▸ DESCRIPTION OF THE TASK: Whenever a line in the data holds the string "Poniente", copy that line.

[[ RECORDED DATA open ]]

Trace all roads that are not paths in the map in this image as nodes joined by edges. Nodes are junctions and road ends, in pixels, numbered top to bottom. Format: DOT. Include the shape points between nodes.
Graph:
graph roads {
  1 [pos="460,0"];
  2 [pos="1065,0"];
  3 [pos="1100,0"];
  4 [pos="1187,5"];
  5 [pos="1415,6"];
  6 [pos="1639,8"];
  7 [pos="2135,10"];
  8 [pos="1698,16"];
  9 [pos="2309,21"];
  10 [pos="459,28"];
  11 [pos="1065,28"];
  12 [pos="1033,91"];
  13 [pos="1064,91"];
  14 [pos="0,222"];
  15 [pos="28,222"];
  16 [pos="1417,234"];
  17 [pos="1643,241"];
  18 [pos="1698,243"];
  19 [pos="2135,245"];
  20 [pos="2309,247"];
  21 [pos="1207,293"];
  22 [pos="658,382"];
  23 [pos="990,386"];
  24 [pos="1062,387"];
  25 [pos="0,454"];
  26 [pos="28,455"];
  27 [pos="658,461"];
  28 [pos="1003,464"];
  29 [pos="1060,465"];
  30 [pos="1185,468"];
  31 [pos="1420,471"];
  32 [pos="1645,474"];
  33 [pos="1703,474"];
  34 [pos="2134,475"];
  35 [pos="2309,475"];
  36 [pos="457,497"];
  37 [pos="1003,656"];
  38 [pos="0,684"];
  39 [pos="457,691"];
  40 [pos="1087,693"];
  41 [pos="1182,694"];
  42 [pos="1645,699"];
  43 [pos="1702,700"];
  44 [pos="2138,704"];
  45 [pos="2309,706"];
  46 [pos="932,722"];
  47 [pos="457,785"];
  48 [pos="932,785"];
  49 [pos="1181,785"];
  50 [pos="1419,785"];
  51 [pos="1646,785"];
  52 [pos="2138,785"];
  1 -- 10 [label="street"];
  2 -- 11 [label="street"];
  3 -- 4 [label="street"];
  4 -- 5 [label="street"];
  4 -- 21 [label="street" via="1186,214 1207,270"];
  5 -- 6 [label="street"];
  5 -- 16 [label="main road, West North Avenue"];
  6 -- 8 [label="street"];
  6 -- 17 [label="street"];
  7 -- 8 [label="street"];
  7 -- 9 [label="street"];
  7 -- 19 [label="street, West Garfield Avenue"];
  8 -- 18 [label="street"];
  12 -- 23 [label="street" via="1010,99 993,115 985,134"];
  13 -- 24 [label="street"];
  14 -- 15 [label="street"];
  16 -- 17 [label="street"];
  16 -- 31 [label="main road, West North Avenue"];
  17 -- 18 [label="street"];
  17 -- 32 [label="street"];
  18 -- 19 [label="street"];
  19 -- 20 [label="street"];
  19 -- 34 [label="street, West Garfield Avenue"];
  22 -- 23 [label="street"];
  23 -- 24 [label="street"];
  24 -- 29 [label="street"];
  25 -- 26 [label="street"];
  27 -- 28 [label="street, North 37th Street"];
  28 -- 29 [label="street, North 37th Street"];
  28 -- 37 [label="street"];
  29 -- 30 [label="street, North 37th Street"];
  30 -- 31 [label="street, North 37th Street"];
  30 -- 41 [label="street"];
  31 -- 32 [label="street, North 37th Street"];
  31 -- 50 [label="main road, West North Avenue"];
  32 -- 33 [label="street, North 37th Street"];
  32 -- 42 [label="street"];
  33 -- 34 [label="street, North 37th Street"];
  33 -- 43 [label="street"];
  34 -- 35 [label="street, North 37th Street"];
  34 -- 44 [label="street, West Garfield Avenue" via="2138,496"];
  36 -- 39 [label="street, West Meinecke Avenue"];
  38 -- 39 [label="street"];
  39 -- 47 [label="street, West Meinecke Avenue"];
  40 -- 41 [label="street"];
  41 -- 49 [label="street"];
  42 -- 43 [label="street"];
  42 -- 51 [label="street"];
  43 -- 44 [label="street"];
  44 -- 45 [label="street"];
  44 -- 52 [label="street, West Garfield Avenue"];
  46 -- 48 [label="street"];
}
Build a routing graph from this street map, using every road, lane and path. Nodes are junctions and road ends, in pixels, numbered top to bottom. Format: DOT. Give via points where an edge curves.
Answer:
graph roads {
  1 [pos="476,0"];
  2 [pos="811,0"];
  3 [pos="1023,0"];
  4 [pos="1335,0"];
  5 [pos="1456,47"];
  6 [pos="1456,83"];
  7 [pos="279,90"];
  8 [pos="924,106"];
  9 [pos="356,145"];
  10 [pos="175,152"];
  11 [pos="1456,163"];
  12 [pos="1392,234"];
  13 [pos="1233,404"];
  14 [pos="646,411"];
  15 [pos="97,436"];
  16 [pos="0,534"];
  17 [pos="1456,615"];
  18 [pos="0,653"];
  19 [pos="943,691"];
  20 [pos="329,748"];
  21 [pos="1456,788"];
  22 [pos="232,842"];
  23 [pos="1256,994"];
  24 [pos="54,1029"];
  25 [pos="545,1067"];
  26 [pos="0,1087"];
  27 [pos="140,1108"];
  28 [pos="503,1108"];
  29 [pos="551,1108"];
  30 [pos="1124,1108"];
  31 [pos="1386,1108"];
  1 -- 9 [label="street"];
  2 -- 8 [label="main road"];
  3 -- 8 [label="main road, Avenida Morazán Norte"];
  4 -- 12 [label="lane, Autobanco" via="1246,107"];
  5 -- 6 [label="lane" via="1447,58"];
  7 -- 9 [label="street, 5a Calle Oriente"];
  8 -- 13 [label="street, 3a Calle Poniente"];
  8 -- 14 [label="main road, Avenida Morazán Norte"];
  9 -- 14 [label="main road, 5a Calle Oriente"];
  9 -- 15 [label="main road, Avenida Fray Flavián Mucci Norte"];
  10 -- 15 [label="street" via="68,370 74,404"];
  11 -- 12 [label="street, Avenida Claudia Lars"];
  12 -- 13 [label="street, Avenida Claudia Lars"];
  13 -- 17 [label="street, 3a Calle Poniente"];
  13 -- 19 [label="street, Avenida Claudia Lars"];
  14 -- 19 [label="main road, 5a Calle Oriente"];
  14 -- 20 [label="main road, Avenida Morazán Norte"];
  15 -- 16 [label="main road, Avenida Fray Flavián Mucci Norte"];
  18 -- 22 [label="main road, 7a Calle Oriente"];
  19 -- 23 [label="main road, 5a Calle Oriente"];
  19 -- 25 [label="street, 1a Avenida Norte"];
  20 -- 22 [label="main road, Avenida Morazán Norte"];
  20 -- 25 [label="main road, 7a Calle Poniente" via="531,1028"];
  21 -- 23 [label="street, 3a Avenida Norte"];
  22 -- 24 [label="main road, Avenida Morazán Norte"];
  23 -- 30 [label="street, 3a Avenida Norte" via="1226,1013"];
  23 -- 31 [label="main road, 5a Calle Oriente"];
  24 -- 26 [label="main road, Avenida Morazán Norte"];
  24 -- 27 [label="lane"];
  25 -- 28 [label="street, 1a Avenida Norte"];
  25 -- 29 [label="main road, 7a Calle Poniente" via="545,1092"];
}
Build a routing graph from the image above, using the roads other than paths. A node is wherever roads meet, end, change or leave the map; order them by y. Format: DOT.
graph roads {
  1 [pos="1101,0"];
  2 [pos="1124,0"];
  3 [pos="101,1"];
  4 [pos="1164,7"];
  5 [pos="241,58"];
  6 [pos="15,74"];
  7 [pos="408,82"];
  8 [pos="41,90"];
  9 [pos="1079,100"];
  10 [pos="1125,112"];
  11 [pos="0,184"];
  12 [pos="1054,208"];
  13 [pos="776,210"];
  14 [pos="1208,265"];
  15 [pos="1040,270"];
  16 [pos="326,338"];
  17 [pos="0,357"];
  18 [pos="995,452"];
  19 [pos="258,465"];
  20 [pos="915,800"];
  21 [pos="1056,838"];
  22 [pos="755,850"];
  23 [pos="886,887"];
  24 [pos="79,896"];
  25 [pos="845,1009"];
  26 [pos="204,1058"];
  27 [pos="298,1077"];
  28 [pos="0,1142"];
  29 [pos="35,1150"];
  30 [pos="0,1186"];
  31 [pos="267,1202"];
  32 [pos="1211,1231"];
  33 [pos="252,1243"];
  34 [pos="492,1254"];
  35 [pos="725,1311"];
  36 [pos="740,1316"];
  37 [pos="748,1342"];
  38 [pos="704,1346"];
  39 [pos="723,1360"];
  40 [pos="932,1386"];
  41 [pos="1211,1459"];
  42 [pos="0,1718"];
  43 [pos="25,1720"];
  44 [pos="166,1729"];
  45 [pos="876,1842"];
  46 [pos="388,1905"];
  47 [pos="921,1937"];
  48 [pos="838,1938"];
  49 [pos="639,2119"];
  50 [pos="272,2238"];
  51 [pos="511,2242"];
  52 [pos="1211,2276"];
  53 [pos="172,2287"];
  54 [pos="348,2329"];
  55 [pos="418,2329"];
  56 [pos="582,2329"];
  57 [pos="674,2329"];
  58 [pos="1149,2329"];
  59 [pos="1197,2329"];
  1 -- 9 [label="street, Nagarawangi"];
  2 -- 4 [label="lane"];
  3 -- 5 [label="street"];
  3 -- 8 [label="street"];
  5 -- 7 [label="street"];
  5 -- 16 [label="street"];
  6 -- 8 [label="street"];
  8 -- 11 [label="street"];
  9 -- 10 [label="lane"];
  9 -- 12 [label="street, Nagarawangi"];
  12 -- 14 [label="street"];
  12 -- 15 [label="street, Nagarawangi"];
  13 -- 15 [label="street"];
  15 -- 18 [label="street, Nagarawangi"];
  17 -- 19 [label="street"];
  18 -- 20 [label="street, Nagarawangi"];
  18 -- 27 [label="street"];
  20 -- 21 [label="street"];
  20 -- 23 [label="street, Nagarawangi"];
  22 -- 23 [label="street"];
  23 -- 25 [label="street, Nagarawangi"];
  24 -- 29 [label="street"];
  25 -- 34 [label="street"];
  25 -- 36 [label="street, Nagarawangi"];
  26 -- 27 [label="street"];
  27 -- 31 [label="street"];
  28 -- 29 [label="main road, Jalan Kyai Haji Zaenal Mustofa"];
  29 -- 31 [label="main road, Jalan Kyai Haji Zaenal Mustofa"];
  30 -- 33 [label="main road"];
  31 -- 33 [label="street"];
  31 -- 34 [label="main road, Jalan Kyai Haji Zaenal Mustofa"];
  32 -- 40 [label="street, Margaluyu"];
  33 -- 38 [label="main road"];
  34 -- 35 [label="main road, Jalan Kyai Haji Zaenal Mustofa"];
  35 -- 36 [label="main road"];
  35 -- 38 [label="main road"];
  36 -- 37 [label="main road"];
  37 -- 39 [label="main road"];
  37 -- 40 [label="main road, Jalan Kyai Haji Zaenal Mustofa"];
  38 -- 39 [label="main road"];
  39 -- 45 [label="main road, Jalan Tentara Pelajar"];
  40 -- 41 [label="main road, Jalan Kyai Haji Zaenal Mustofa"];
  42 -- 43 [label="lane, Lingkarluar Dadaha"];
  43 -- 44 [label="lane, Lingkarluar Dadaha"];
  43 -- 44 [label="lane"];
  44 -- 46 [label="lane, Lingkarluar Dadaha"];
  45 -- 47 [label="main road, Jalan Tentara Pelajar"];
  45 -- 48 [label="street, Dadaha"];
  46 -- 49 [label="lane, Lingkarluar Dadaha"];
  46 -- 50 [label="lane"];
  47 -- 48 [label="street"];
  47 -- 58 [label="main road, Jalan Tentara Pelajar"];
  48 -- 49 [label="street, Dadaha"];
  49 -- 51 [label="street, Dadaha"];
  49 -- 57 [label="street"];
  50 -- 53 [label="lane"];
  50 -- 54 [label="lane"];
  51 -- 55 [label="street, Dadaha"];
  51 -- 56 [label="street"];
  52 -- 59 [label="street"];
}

[[ RECORDED DATA closed ]]

▸ RESULT OF THE EXERCISE:
  8 -- 13 [label="street, 3a Calle Poniente"];
  13 -- 17 [label="street, 3a Calle Poniente"];
  20 -- 25 [label="main road, 7a Calle Poniente" via="531,1028"];
  25 -- 29 [label="main road, 7a Calle Poniente" via="545,1092"];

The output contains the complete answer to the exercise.